Bitcoin Price Suppressed By Shadow Banking Rehypothecation, Saylor Says
Michael Saylor argued that Bitcoin’s inability to sustain the most aggressive upside forecasts is less about a broken long-term thesis and more about a credit-market bottleneck: a large share of Bitcoin wealth still can’...
Michael Saylor argued that Bitcoin’s inability to sustain the most aggressive upside forecasts is less about a broken long-term thesis and more about a credit-market bottleneck: a large share of Bitcoin wealth still can’t be financed cleanly inside the traditional banking system, pushing holders toward “shadow” venues where rehypothecation creates effective selling pressure.
In a Feb. 27 interview with Coin Stories host Nathalie Brunell, Saylor said the market has matured in ways that naturally damp both upside and downside volatility as derivatives migrate “from offshore to onshore” and regulated US markets grow. But he placed the sharper brake on price in the plumbing of credit. Banks, he argued, are moving slowly to recognize Bitcoin as collateral, and that delay matters when the asset base is large.
Saylor framed the current top-of-market structure as roughly “$2 trillion worth of Bitcoin,” with “probably $1.8 trillion held by retail investors or offshore investors” who “cannot access the traditional banking system.” The practical implication, he said, is that Bitcoin holders who want to unlock liquidity face a narrow menu compared with traditional equity portfolios.
“If I posted $10 million of Apple stock with JP Morgan or Morgan Stanley, I could take a $5 million loan at SOFR plus 50 basis points and I could spend it,” Saylor said. “But you can’t even post $10 million worth of Bitcoin with JP Morgan or Morgan Stanley right now. Therefore, you can’t take a loan. Therefore, you have to go to a shadow banking system. You have to go offshore.”

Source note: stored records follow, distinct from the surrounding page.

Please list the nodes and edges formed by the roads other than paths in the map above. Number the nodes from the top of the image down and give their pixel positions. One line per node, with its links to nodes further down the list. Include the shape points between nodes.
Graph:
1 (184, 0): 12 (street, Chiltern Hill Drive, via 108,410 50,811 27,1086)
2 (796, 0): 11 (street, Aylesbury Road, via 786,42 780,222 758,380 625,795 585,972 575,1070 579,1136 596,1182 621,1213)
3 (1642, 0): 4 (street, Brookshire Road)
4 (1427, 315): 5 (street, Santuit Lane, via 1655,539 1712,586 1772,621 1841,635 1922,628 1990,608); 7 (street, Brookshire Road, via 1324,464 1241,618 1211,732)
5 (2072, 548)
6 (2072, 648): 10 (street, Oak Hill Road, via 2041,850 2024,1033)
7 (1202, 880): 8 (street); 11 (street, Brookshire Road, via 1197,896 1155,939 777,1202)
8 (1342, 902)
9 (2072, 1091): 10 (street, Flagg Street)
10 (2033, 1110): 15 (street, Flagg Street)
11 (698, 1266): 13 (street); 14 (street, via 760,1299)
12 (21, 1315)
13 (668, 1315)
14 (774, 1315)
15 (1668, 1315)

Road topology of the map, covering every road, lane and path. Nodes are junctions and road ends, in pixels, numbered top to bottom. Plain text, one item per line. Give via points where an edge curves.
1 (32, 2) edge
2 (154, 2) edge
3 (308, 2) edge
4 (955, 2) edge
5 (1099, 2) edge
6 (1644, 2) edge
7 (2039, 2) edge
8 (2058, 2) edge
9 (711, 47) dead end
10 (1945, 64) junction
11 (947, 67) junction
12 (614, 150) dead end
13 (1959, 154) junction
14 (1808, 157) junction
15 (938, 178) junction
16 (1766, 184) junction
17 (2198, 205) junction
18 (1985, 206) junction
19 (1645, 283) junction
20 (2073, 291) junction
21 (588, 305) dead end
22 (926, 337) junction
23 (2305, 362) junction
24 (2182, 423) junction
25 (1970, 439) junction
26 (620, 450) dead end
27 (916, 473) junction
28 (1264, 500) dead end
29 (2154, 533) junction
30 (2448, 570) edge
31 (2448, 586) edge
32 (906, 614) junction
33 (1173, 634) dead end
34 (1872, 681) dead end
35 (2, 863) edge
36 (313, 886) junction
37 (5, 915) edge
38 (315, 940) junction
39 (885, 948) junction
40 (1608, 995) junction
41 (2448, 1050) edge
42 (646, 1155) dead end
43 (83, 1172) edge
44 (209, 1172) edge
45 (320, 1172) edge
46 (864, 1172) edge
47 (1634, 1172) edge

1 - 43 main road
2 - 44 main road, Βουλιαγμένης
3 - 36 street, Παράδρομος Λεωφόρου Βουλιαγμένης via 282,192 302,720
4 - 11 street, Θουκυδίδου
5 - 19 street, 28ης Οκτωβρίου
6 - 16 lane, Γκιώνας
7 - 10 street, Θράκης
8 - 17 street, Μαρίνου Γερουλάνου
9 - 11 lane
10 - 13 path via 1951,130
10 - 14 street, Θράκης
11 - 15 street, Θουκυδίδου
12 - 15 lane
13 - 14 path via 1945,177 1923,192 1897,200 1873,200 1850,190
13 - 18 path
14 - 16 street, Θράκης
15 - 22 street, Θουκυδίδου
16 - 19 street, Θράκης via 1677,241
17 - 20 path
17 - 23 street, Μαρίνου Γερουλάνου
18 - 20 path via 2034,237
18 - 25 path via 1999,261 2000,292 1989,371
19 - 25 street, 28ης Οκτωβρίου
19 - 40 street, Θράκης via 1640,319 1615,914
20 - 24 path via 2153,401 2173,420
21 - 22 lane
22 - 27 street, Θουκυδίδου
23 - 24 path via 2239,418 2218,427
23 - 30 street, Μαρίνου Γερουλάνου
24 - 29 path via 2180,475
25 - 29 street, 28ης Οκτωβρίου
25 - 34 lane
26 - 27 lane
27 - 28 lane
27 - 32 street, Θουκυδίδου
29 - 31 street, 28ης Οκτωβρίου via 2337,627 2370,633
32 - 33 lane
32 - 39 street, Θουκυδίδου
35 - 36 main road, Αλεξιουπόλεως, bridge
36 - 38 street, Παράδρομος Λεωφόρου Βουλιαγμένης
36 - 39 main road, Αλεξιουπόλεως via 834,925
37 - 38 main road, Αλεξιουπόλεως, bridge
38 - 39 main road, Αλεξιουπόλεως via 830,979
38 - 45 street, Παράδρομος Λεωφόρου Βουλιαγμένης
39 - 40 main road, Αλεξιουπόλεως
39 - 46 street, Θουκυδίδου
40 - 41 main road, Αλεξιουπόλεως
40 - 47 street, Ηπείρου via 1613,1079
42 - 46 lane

That constraint, he argued, forces holders into behavior that mechanically caps upside. The “safe way” to monetize is simply to sell, which “damps the upside.” The next option is borrowing from a small pool of crypto lenders that don’t rehypothecate collateral, but Saylor described that market as both expensive and shallow—“a few billion dollars probably”—with rates he characterized as closer to “SOFR plus 400” or “plus 500 basis points,” rather than traditional prime-style spreads.
He pointed to a newer channel, banks extending credit against spot Bitcoin ETFs like BlackRock’s iShares Bitcoin Trust (IBIT), but described it as early, limited, and still costly versus conventional secured lending.
The most controversial pathway, Saylor said, is where the cheapest funding appears: counterparties offering low-rate Bitcoin-backed credit in exchange for control of the collateral. “I’ve had people offer me Bitcoin-backed credit at 1% or 0%,” he said, before emphasizing the trade-off. “There’s always the catch […] they want me to transfer the Bitcoin to them so they can rehypothecate it.”
Saylor then tied rehypothecation directly to spot-market suppression, arguing that collateral handed to intermediaries can be effectively “sold” multiple times through reuse. “So, if you have $10 million […] you can get a 3 or 4% loan, but then it gets rehypothecated,” he said. “So, your $10 million of Bitcoin gets sold once, gets sold twice, gets sold three times […] You might actually create $30 or $40 million worth of selling because the Bitcoin that you posted […] rehypothecated it three times.”
Michael Saylor: Shadow banking “rehypothecation” suppresses Bitcoin price
On February 27, 2026, in an interview with Natalie Brunell, Michael Saylor discussed why Bitcoin failed to surpass $126,000.
He suggested that the exclusion of Bitcoin from traditional banks like JP… pic.twitter.com/ODpOEvhi2j
— Wu Blockchain (@WuBlockchain) March 4, 2026
In his view, the missing piece is a large, regulated, non-rehypothecating credit system for Bitcoin—one that looks more like mainstream securities financing. “What’s holding down the price? I think what holds down the price of the asset is the lack of a fully formed nonrehypothecating credit system,” he said, adding that rehypothecation “damps the vol” and can amplify moves on both sides through leveraged positioning.
Saylor’s bottom line was timing, not thesis: if banks take “four years, 5 years, 6 years” to “bank it” in the full sense, then Bitcoin’s price discovery will continue to be shaped by a shadow-credit workaround that can manufacture synthetic supply. If and when conventional credit rails mature around Bitcoin collateral without aggressive rehypothecation, he suggested, the market may rely less on forced selling and more on ordinary secured borrowing, potentially changing the ceiling on upside cycles.
At press time, Bitcoin traded at $72,236.